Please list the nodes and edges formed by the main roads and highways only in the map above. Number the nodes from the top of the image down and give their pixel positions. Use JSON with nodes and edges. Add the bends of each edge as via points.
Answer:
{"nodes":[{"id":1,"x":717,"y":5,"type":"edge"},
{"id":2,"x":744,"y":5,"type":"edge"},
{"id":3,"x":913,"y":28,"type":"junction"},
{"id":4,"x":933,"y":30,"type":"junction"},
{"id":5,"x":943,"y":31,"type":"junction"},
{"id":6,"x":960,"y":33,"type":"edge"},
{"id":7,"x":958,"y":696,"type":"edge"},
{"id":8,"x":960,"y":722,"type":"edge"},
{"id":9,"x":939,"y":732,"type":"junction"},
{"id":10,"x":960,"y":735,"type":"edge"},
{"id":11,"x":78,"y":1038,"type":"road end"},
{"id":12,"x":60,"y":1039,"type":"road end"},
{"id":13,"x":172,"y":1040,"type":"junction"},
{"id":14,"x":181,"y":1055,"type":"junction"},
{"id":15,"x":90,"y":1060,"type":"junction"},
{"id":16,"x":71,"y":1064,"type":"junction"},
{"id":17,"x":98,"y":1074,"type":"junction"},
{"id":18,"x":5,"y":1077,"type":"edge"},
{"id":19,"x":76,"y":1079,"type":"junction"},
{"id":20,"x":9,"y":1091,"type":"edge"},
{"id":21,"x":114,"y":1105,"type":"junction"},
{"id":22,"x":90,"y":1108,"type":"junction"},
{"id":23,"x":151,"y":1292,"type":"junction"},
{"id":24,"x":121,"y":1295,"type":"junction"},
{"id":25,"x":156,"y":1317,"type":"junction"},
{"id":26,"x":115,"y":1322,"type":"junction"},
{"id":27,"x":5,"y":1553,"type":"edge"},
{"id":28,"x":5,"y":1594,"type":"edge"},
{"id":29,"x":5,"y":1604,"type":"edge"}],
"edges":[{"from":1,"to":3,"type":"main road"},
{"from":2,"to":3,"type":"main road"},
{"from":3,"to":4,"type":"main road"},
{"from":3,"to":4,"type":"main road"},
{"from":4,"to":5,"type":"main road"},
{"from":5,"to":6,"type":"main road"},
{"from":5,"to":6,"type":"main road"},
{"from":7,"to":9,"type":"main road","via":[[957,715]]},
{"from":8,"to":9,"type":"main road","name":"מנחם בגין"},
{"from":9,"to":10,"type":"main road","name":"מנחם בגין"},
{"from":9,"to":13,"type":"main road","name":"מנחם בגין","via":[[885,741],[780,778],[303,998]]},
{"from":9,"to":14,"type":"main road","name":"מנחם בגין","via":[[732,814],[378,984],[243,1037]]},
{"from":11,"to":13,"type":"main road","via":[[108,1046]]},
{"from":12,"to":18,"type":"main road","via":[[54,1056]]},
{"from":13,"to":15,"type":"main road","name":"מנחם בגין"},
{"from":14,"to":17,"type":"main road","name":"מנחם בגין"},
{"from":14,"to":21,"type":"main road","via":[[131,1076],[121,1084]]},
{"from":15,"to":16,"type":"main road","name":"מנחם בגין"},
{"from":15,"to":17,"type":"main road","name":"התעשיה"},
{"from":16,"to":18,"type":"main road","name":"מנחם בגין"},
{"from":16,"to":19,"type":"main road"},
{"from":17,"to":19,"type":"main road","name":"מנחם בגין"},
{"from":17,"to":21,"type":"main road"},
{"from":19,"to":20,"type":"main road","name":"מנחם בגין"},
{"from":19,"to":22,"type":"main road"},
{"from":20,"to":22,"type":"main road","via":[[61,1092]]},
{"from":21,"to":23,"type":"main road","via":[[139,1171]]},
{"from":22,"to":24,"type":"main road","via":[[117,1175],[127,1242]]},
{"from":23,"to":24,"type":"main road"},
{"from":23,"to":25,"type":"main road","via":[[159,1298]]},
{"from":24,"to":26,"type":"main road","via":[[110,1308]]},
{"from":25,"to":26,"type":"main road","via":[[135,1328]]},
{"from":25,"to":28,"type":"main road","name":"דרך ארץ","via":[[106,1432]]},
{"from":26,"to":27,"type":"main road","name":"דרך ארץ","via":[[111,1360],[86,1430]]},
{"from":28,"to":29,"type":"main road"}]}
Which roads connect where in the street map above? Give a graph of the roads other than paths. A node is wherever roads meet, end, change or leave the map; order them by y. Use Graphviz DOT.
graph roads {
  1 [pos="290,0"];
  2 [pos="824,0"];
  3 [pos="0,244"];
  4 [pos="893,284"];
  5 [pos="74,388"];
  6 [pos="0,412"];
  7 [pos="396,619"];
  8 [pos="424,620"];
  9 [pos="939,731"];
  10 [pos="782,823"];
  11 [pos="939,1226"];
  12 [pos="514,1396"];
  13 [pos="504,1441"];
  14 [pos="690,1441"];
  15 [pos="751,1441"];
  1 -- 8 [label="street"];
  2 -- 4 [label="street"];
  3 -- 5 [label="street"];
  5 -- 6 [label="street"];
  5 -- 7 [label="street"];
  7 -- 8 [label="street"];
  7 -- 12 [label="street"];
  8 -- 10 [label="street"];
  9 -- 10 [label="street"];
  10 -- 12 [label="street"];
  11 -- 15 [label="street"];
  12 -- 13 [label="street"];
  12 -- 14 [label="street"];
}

● What the task requires:
Return the lines of the records that include the string "above".

● Answer section:
Please list the nodes and edges formed by the main roads and highways only in the map above. Number the nodes from the top of the image down and give their pixel positions. Use JSON with nodes and edges. Add the bends of each edge as via points.
Which roads connect where in the street map above? Give a graph of the roads other than paths. A node is wherever roads meet, end, change or leave the map; order them by y. Use Graphviz DOT.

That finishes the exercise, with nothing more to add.